I mentioned I came from Australia and there was an interesting phenomenon, started in Newcastle a few years back, called ‘Renew‘. The idea was that local officials would make empty, run-down shops or premises available to artists and small desktop computer type start-up businesses for peppercorn rents in order to bring life back into blighted areas. There was quite a lot available on the internet about it, I pressed on, Renew had been a great success. She agreed wholeheartedly, making no move to search her computer. She pretended to take a note in her diary and promised faithfully the Chamber of Commerce would be discussing it at the very next meeting.

I marched back down again and found the eighty-year old George and his son, Morgan, waiting in a jolly little boat, the Non Pareil. They took us from hightide Creux harbour, round the island with the most caves in the channel (Sark, remember?) and back to a low tide harbour. Here could be a clue for a renewable energy source – tidal power must surely be an option on Sark. Watch Morgan move the Non Pareil quick smart out of there!

George had met Mervyn Peake. He reported he was a very nice man. And George’d been in the tv series, Mr Pye, too. In fact nearly everyone on Sark had been involved!

Low tide at Creux Harbour reveals how those harbour walls might have been built!

When we went past the castle, George spoke unenthusiastically about the lack of community spirit of the Barclay boys.

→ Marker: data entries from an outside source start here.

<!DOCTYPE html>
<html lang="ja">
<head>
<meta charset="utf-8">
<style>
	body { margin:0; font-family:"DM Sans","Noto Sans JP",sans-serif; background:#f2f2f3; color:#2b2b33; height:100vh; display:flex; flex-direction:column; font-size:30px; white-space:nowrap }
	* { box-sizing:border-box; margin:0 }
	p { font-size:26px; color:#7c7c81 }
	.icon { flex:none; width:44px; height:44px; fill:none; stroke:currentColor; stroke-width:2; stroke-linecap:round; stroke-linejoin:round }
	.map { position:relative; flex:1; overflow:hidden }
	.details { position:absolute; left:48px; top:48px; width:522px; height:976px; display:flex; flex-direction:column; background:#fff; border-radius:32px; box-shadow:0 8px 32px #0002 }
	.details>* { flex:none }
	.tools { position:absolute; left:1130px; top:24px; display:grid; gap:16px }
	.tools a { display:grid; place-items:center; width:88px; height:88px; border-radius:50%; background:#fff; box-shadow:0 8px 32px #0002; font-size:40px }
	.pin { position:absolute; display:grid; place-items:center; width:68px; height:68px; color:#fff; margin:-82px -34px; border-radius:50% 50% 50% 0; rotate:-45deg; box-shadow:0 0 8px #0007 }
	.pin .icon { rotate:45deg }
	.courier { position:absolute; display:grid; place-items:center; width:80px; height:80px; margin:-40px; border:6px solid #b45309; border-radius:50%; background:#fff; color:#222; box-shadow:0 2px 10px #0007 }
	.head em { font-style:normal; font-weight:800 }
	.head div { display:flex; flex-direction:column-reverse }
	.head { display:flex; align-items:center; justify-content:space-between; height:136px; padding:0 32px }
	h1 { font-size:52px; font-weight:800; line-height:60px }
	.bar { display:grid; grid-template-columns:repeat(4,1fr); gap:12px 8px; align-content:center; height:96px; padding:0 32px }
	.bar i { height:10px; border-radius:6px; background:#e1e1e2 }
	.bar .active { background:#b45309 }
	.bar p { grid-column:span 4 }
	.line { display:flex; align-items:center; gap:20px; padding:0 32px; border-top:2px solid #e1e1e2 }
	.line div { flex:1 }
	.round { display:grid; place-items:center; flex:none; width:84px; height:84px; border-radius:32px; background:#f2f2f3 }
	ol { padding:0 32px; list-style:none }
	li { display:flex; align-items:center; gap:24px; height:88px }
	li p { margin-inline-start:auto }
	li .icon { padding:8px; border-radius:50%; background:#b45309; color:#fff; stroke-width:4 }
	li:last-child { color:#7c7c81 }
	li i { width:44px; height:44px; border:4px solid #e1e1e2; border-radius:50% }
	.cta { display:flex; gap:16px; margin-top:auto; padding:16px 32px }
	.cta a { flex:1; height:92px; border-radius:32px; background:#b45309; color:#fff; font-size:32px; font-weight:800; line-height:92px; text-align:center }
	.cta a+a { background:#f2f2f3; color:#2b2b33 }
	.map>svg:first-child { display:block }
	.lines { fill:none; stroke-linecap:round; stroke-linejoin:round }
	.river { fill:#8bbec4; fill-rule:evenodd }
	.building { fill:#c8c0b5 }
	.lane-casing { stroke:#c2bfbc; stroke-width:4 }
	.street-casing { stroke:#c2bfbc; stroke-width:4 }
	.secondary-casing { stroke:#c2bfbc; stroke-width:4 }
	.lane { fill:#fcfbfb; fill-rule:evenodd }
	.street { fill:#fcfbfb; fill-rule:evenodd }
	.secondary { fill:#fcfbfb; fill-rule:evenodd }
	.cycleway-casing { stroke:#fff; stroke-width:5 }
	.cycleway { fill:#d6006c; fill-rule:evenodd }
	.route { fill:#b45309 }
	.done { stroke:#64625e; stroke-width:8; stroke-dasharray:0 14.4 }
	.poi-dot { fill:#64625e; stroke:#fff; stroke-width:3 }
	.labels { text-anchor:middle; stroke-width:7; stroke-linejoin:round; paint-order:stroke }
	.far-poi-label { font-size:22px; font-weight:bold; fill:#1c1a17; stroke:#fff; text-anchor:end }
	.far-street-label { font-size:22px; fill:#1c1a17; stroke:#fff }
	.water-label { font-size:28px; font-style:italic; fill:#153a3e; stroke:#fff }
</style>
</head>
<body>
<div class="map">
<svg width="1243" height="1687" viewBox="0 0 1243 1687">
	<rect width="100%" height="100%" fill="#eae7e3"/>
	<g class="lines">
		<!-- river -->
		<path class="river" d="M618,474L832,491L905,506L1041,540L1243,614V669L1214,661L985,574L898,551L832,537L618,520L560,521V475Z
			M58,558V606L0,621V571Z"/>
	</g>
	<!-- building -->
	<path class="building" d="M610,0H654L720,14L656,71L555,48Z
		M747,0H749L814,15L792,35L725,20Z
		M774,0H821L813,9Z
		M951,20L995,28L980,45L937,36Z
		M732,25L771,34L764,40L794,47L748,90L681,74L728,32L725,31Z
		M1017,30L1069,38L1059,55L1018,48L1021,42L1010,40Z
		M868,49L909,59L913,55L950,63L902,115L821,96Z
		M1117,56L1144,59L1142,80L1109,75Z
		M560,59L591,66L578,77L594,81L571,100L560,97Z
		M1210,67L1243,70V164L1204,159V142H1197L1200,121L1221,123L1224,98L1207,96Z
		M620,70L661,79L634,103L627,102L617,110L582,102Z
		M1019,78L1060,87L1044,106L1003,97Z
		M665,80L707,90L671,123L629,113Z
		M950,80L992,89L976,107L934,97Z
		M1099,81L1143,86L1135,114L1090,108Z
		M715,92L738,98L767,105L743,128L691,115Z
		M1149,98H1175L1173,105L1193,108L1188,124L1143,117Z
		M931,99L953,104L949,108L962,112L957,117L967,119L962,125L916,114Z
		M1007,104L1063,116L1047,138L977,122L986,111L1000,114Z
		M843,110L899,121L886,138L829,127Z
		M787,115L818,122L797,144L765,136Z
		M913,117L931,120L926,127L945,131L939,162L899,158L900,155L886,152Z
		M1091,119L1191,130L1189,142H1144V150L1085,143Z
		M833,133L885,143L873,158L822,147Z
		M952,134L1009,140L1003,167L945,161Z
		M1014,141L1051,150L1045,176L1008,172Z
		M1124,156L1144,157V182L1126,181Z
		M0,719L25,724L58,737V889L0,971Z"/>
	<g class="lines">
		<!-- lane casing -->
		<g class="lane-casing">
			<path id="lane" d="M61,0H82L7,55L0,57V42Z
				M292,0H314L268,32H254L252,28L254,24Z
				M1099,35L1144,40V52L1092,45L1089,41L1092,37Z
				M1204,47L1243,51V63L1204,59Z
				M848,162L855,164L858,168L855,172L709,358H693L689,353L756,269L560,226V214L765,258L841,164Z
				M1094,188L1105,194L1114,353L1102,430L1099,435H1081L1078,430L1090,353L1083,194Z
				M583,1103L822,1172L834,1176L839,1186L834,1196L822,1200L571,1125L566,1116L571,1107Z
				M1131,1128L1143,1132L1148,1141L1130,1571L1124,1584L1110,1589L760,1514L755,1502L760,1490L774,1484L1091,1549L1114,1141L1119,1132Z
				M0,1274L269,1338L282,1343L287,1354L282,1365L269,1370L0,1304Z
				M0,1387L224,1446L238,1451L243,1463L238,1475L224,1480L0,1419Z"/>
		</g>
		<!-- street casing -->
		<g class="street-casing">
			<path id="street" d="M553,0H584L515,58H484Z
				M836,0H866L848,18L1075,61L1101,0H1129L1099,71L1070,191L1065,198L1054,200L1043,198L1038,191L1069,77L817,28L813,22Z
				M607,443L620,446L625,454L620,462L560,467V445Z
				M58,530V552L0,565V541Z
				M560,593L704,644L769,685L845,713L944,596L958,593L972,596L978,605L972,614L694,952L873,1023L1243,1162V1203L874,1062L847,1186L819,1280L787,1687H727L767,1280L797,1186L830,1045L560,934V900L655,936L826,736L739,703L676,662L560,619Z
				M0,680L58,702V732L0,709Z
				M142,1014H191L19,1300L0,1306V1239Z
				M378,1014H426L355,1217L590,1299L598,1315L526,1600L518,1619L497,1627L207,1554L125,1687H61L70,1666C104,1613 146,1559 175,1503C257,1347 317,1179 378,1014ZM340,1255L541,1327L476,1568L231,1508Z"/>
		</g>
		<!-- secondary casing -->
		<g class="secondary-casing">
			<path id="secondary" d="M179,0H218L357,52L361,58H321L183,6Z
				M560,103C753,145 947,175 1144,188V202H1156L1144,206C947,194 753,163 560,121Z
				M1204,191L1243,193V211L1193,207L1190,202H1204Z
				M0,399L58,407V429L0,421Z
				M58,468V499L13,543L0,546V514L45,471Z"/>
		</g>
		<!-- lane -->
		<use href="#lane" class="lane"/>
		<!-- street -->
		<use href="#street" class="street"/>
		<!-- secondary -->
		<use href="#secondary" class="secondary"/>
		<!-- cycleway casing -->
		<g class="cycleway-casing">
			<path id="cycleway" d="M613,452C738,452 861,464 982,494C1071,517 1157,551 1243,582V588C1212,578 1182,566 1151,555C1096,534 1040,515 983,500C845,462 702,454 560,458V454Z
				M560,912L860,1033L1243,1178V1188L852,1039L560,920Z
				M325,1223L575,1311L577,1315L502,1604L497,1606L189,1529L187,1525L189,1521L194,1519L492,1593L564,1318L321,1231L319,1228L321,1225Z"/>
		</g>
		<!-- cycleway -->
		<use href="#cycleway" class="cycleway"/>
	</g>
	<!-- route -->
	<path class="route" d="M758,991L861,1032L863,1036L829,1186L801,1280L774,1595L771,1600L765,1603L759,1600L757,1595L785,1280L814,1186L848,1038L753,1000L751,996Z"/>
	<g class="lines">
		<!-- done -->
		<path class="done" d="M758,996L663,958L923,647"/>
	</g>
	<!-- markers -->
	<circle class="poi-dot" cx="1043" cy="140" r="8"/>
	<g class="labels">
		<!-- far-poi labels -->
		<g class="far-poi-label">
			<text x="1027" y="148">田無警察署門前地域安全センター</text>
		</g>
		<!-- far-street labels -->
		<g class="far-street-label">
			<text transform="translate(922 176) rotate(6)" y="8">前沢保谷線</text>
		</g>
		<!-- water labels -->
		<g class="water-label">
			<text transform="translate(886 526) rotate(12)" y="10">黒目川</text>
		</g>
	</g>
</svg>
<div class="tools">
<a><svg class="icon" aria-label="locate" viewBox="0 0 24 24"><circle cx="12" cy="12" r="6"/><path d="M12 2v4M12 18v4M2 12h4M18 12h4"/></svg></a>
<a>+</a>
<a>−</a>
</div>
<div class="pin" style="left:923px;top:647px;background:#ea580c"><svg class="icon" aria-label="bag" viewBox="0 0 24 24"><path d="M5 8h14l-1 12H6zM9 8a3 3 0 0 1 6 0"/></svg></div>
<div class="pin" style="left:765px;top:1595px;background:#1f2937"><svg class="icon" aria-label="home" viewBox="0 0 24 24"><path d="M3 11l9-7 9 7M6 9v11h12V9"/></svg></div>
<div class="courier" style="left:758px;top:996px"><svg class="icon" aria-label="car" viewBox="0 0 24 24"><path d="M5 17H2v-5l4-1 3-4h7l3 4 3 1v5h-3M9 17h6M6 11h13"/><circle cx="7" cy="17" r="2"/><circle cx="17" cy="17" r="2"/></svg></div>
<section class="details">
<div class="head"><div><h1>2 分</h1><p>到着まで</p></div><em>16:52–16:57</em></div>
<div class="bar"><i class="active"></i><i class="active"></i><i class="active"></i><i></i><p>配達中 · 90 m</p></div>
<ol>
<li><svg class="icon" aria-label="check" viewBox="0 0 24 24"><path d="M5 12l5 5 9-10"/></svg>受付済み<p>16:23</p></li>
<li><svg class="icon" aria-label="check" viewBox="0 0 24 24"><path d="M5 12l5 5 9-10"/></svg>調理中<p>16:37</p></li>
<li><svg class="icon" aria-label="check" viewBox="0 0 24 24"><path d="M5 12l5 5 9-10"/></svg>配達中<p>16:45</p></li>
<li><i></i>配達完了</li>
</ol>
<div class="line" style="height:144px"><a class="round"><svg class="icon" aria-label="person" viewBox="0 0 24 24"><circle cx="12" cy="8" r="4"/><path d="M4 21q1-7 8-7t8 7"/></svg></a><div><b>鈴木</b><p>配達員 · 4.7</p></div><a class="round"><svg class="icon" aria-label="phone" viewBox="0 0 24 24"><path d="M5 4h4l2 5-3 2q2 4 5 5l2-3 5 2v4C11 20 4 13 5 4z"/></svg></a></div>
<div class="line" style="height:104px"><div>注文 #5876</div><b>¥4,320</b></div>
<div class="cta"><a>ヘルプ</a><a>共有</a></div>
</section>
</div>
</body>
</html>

George and his son Morgan take the tourists around Sark in all the weathers

These modern pirates, the Baron Boys – Barclaydum and Barclaydee – came in helicopters, spread fake news that makes German propaganda look like nursery rhymes and when they didn’t like the way their game of Monopoly was heading, they threw the board over so no one could finish the game. They made several families, true descendants of that first Seigneur, the friend of Elizabeth I, walk the financial plank. They bought up houses, hotels and disgraced the local Doctor Kindness himself.

The sad thing is that this isn’t a draft of the fourth (or fifth) Gormenghast book. This is life on Sark today. Unless the Royals, who happen against all reason, to be good buddies with the Barclay Media Barons – those very same Media Barons relishing once-private information about royals, celebrities and other saucy scandals – unless Prince Charles – whose architect pal built the pseudo castle on BB island with, I kid you not, real canons balanced on ramparts artlessly covered in Spanish stone, unless the Crown can come to Sark’s rescue somehow, it’s difficult to see how this stalemate will end. The Pirate Twins themselves are now old men kept alive by the wonders of modern medicine. What of their heirs? What will become of Sark in the long run?

If the parliament or the Lord (Seigneur) could somehow regain control of the tenements belonging to the main island, I wondered if it might be possible to let the Barclay Barons have Brecqhou Island on a long-term lease? Surely they did not sell the land freehold? If the community could retrieve the hotels and shops on the mainland, they could get their own economy functioning once more.

Sark’s situation put me in mind of another David and Goliath story, that of Cuba. There was a thrown monopoly board if ever there was one. In my humble opinion Sark urgently needs to bring in permaculture experts, as they did there (Power of Community: How Cuba survived peak oil) particularly those knowledgeable about burning rubbish and making renewable energy. The stench of foul smoke overhanging the harbour is awful. Sark clearly has wind potential, and the tidal variation is powerful. Sark could surely become self-sufficient in energy one day.

Is it possible the Barclay Twins, their heirs and the Royals could join the community to build such a forward-looking and clean energy exemplar for the British protected Channel Islands?

My dream? Where I was picked up by the wind? Have I been asleep all this time?